Every line of the entries below from the one containing "pinky dip: (942, 136)" to the one containing "index pip: (749, 816)", both ends included, must be written out exactly. No other line belongs in the answer.

----

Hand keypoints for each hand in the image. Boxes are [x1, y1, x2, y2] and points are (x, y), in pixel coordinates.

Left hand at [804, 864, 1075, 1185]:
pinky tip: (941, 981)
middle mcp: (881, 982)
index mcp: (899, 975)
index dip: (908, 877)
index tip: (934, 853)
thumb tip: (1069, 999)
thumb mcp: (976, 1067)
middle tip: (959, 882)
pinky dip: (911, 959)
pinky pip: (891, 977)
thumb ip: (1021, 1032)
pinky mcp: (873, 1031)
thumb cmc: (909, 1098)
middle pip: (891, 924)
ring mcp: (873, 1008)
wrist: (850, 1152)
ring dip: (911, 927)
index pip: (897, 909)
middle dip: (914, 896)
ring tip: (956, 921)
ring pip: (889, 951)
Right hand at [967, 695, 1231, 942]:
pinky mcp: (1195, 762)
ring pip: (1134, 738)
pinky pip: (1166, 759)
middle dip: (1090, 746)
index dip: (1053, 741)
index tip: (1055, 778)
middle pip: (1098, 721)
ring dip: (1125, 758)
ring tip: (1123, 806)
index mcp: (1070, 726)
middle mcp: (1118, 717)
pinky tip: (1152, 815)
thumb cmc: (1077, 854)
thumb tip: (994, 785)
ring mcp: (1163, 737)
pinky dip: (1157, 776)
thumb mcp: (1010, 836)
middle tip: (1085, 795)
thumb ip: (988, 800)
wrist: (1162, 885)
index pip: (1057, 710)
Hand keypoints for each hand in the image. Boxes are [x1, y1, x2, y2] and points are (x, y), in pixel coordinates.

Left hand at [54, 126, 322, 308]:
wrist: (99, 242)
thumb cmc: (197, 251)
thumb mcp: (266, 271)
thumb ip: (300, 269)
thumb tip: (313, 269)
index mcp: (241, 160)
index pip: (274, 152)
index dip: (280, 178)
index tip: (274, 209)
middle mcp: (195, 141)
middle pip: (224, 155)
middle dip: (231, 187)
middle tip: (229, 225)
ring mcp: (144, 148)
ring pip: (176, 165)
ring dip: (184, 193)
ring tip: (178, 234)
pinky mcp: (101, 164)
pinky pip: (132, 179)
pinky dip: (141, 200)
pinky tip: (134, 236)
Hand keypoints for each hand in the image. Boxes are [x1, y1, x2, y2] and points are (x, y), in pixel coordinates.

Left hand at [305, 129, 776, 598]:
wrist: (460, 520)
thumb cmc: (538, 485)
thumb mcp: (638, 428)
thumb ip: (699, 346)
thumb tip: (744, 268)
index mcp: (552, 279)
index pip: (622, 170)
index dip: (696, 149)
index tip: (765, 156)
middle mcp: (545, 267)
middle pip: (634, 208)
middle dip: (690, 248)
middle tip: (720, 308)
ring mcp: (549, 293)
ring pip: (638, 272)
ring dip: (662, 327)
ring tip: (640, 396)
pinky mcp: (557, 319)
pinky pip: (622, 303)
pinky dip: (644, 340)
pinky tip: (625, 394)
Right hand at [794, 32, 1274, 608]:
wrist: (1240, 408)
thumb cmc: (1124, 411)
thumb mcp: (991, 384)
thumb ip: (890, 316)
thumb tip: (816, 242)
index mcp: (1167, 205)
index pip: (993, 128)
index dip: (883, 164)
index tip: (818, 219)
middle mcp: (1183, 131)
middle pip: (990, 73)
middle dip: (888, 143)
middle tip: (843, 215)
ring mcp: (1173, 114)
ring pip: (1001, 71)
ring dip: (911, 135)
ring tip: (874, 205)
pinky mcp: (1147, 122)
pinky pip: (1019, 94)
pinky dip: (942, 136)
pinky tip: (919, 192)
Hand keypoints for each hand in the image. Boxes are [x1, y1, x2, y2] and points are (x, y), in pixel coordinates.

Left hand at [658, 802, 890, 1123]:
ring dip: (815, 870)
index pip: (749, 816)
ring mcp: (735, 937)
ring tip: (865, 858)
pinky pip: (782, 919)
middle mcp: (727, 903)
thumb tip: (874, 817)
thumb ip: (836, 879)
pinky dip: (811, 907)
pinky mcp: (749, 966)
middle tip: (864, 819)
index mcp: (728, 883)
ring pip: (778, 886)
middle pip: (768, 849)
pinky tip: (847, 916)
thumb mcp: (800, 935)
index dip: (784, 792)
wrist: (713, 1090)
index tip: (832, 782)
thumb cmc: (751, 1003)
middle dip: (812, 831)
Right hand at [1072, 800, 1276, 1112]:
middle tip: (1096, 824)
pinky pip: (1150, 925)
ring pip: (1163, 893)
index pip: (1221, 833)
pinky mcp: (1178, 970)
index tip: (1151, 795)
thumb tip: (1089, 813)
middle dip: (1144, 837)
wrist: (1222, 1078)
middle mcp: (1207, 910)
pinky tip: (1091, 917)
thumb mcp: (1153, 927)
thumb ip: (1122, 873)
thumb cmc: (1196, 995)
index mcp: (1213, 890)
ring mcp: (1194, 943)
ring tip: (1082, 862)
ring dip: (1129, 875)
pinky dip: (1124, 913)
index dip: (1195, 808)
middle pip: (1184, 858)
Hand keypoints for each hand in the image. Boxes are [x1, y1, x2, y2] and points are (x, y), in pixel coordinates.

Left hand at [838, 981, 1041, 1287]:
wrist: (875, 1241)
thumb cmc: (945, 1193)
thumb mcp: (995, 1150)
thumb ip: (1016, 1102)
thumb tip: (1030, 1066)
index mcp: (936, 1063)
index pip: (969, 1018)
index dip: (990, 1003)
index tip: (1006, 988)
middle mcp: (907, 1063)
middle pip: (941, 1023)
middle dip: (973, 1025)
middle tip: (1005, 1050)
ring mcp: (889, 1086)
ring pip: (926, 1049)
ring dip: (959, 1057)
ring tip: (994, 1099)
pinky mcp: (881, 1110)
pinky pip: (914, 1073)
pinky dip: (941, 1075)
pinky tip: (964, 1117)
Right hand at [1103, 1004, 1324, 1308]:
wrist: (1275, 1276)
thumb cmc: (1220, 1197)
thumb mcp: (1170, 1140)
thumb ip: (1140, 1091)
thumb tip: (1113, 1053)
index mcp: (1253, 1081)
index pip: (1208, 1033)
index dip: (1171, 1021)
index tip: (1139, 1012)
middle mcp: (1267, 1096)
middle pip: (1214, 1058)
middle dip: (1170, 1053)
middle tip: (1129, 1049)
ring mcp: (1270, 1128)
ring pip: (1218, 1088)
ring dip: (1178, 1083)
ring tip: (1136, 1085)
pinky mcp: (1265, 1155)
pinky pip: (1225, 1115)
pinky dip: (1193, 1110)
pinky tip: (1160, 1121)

----

▸ **Task result**:
pinky dip: (942, 136)
pinky tip: (919, 192)
Hand keypoints for each hand in the image. Boxes are [x1, y1, x2, y2] and points are (x, y), in pixel coordinates.

Left hand at [658, 802, 890, 1123]:
ring dip: (815, 870)
index pip: (749, 816)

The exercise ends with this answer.